Hi, Richard,
You can rotate a dihedral in tleap by using the "impose" command. Let's
say you have an tleap object named "mymolecule" that is composed of several
residues, and you want to rotate residue 7's atoms that are named C1, C2,
C3 and C4 to 120 degrees, then the following command should work:
impose mymolecule {7} { {C1 C2 C3 C4 120.0} }
Note that it becomes a bit unclear if you have rotating a dihedral is
between two residues. Then you indicate the lower residue number, and start
the sequence with it's atom names. In the Amber20's manual, you can find
additional examples on page 242 (subsection entitled "Procedures for
building oligosaccharides using the GLYCAM-06 parameters").

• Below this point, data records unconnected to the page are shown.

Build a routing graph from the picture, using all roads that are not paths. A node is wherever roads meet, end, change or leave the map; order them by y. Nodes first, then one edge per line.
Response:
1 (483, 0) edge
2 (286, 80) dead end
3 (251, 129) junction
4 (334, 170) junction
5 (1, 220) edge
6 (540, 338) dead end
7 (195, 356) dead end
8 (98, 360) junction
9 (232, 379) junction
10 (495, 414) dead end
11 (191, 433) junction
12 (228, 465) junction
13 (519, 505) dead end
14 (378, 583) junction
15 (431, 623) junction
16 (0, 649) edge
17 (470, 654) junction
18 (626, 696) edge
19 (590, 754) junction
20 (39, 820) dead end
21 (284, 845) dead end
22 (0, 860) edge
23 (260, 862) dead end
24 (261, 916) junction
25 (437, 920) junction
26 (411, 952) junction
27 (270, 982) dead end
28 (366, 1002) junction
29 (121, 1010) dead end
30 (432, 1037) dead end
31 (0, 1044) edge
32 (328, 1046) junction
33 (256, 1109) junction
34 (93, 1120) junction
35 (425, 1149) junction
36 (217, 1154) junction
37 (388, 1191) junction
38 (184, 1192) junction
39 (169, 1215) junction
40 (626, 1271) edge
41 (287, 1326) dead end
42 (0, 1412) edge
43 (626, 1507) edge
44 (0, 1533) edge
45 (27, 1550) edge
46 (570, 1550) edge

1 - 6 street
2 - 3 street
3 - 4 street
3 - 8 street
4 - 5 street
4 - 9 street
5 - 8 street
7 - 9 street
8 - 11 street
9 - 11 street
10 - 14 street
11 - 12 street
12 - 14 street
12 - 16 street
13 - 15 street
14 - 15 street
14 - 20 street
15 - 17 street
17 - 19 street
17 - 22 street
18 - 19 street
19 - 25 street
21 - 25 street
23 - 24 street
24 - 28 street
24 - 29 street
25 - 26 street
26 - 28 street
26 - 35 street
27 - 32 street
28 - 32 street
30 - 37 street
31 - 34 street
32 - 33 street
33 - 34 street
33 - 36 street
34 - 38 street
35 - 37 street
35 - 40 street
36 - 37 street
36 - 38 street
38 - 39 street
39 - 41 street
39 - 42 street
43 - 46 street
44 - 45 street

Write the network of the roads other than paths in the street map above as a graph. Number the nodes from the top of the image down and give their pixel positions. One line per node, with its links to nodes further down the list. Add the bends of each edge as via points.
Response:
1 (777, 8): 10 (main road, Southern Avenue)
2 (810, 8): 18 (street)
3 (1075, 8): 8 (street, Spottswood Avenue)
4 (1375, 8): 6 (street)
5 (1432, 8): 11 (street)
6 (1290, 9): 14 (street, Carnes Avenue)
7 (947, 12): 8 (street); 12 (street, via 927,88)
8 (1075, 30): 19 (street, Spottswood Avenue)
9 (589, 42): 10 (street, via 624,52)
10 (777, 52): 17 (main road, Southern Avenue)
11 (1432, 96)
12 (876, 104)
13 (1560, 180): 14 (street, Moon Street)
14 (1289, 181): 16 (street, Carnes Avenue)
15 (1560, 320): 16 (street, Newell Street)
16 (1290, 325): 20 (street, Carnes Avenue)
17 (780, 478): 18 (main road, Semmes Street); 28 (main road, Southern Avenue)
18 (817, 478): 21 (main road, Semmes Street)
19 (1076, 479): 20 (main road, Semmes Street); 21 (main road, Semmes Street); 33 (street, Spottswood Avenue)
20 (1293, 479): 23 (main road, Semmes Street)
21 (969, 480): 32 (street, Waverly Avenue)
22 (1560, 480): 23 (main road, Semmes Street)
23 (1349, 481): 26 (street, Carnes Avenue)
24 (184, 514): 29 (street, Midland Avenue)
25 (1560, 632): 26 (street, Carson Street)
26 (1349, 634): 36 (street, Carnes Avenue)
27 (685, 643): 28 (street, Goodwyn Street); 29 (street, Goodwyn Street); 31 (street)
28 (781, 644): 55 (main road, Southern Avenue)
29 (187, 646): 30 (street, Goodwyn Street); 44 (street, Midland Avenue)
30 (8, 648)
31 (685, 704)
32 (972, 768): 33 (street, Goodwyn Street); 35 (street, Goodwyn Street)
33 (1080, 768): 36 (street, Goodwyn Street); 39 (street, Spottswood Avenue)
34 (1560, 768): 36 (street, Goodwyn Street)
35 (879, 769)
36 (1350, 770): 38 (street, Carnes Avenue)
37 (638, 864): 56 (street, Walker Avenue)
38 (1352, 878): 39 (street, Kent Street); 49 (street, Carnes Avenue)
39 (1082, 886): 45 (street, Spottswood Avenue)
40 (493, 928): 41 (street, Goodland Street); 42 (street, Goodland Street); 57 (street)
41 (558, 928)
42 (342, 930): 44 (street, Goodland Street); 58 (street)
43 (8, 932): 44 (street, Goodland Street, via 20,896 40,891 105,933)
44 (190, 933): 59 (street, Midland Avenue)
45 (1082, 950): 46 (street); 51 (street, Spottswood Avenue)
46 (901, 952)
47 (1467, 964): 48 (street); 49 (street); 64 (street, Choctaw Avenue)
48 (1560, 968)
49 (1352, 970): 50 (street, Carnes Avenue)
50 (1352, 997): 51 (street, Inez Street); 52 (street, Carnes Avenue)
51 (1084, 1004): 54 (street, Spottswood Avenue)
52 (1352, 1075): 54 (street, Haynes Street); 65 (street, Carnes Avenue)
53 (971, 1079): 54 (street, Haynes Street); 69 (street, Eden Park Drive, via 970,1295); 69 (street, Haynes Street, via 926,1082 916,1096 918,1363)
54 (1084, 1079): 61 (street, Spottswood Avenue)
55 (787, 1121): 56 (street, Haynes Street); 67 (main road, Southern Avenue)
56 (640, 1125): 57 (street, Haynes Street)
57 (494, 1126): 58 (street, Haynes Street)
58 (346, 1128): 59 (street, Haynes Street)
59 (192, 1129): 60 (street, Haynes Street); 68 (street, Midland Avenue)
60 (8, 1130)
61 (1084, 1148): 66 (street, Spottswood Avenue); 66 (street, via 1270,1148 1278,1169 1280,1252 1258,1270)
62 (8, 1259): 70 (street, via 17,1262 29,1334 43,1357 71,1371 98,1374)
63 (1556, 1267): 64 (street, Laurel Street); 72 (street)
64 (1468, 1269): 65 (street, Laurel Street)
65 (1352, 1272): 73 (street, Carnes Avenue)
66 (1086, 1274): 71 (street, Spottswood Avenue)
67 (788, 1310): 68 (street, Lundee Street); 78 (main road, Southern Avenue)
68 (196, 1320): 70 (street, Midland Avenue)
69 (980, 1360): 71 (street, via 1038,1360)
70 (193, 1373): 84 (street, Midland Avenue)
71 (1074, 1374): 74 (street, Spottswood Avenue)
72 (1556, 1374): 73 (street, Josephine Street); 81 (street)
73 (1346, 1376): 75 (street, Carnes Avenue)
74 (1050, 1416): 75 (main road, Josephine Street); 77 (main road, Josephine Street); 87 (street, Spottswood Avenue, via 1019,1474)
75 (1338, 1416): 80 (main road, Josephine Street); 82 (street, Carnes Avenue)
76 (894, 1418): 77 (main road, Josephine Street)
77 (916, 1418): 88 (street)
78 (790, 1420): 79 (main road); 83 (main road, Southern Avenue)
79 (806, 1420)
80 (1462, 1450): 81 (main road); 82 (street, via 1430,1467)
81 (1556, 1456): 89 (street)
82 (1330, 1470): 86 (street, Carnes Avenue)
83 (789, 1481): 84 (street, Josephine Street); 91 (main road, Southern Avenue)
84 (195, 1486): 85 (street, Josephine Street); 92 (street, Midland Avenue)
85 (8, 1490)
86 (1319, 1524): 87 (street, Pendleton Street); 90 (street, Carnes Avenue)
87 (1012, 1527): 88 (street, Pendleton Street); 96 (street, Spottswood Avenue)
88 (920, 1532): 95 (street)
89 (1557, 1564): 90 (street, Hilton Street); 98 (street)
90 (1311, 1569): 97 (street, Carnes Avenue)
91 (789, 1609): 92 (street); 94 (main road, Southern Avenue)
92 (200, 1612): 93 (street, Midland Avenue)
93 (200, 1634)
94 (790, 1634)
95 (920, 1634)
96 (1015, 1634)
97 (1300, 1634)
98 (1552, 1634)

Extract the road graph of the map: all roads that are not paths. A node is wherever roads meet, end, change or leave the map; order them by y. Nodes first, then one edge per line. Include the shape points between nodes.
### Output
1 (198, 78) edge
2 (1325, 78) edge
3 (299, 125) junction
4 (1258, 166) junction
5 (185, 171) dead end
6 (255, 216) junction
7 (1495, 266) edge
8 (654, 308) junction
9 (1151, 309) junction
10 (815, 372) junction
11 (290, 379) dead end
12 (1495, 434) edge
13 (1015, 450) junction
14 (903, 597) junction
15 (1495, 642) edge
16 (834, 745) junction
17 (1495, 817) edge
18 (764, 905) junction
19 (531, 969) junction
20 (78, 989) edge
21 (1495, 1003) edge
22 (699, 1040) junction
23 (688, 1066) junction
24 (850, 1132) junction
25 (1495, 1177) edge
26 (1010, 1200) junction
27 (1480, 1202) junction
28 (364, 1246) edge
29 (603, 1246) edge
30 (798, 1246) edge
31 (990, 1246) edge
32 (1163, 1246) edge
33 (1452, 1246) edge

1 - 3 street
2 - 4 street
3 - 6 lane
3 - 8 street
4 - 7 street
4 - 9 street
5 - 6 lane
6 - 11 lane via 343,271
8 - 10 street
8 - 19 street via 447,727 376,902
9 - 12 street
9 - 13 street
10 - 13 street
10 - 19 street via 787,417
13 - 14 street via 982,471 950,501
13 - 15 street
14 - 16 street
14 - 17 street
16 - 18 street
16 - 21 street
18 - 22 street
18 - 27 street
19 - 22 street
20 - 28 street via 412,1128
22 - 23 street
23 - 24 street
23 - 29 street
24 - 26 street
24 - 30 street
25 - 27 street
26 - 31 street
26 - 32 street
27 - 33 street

An alternative approach is to use PyMol, which would enable you to visually
see the rotation being made and if any atomic clashes happen. To do this
you need to label the atoms via their "ID" and then use the command
"set_dihedral" (e.g. "set_dihedral ID 6, ID 7, ID 8, ID 9, 120") Using
PyMol will add a few steps to your workflow since the resulting structure
must be saved to a PDB-formatted file and then be loaded back into tleap.
However, this approach will help maintain a precise understanding of what
is structurally happening to your molecule with your manual manipulation.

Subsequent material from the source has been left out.